4.1.2 Release Notes (March 2019)
Incidents
Detect Mobile Devices Based on User Agent in Activity Monitoring
In Incidents > User Activity > Activity Monitoring, you can search and filter for mobile devices in activities using the Network Type filter Mobile User Agent. It identifies mobile devices based on the browser’s name and version, rendering engine, device’s model number, operating system, etc. For details, see Activity Tab.
Policy
In a Scheduled Scan Filter
The In A Scheduled Scan filter allows you to see the buckets have not been part of a DLP scan in the last 30 days. If a bucket was not scanned, for whatever reason, it is flagged No. If all buckets are scanned, they are flagged Yes. For details, see In a Scheduled Scan.
Skip CloudTrail Buckets in On-Demand Scans
By default, CloudTrail buckets are excluded from On-Demand Scans, which speeds up the scanning process by skipping the activity logs. For details, see Create an On-Demand Scan for AWS.

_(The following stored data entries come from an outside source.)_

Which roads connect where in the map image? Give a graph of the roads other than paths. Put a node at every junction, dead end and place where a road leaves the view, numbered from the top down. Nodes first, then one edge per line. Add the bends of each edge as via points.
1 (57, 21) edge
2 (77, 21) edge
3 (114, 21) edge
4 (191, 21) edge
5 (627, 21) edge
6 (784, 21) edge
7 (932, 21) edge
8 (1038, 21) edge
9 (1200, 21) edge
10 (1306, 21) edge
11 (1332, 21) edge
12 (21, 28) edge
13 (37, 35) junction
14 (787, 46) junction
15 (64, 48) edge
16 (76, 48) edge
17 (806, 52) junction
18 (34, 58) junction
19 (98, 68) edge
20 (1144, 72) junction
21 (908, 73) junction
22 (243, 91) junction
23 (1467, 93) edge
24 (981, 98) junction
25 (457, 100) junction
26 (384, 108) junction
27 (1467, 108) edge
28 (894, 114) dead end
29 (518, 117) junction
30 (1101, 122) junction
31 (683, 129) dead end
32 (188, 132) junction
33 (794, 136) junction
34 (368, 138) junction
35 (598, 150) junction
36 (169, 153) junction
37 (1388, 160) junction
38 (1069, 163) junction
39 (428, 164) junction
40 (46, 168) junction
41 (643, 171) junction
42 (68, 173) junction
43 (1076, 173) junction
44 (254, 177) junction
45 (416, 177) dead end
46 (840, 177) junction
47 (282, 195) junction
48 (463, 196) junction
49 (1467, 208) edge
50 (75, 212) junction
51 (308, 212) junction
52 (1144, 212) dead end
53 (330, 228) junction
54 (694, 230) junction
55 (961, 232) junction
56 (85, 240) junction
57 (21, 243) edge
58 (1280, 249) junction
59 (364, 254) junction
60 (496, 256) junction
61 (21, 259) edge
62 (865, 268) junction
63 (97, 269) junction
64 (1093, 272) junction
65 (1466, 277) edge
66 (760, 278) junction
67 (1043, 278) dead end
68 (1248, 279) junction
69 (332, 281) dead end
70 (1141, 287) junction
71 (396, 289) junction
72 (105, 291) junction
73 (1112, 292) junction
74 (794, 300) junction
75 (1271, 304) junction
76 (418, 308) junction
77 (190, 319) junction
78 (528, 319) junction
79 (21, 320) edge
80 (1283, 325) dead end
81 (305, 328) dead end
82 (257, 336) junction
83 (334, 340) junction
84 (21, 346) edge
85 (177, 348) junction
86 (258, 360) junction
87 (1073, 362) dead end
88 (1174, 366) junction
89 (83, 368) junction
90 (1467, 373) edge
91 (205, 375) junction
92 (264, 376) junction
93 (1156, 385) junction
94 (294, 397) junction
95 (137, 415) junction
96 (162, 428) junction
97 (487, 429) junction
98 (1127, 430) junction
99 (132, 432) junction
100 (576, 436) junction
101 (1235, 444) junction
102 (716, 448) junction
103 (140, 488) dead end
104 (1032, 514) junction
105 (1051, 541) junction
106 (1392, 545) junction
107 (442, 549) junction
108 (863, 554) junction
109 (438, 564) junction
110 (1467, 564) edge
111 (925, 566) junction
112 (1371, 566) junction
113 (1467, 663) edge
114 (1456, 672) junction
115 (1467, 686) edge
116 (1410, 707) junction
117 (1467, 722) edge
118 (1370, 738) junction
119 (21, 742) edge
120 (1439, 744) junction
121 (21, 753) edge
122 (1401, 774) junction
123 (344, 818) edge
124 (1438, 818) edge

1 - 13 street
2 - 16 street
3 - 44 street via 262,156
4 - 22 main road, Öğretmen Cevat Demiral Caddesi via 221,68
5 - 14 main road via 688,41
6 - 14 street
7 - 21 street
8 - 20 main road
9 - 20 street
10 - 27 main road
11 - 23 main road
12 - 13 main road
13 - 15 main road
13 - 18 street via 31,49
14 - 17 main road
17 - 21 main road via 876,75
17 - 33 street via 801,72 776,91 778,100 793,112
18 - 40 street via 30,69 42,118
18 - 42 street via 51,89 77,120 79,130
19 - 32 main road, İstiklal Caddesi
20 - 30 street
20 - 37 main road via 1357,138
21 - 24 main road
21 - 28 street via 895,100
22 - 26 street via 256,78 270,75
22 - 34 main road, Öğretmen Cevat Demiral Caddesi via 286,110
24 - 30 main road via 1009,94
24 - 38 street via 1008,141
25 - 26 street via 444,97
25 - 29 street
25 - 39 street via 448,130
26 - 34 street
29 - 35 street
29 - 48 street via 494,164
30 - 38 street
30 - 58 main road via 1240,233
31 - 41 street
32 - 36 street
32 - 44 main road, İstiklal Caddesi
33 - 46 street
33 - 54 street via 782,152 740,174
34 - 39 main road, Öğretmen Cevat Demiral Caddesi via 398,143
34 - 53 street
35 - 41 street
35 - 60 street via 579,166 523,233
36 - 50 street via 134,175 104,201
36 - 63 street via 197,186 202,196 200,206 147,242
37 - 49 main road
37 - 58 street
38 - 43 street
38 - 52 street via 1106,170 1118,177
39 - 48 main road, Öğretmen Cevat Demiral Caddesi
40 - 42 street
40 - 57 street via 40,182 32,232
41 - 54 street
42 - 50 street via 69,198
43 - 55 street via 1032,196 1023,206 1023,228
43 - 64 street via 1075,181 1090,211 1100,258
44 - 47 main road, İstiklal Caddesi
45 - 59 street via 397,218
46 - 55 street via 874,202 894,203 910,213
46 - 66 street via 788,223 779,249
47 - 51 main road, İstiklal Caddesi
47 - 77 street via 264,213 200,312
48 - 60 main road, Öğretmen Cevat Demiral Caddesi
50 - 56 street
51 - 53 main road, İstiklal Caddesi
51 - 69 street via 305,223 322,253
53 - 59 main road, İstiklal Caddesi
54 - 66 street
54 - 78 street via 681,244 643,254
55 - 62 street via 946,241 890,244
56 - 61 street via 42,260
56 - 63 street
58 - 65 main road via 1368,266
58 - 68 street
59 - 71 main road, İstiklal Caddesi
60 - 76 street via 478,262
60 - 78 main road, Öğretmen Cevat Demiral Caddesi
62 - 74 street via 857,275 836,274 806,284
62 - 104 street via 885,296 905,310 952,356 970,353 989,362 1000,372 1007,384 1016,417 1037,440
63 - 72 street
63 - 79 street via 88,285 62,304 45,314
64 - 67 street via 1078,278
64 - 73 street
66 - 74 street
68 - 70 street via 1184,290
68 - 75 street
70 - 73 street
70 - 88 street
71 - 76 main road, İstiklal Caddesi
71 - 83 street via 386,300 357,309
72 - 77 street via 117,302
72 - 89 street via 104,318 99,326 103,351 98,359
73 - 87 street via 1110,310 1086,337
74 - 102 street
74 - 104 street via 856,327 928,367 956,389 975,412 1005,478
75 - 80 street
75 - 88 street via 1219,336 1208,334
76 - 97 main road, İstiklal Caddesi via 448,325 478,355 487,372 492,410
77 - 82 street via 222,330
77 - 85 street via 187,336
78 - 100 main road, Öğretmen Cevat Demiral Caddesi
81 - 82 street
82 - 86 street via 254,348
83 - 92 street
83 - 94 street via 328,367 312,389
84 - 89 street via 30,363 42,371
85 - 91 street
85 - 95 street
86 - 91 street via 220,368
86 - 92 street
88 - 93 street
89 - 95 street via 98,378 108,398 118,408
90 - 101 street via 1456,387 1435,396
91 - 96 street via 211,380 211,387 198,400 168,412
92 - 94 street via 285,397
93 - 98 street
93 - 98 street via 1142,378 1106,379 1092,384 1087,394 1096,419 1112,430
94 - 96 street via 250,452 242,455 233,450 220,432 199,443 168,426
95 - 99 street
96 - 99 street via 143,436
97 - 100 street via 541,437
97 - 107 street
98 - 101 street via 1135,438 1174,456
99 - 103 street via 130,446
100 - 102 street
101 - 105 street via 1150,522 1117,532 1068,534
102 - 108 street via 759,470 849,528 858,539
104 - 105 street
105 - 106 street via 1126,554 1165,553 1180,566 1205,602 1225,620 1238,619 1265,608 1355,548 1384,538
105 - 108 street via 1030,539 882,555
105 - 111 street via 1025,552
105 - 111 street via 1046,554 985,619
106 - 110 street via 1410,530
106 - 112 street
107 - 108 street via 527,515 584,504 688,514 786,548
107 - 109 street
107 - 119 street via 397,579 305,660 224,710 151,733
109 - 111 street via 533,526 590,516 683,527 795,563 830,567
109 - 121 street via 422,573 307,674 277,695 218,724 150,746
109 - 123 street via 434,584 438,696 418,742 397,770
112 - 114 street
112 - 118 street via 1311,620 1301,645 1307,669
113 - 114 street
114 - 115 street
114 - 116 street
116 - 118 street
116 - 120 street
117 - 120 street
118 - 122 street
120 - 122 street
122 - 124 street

Update to Quarantine Management
Quarantine Management has been updated. As part of this change, Quarantined Files are now available for analysis and manual remediation action via the Policy > Policy Incidents page. For details, see Items in Quarantine.
IaaS
Existing “Unrestricted Access” policies have been changed to generate incidents from AWS-linked resources on Security Groups as well that are linked to EC2 instances. Previously, the incidents were created on EC2 only, and after this change, the incidents are created on both EC2 and Security Groups.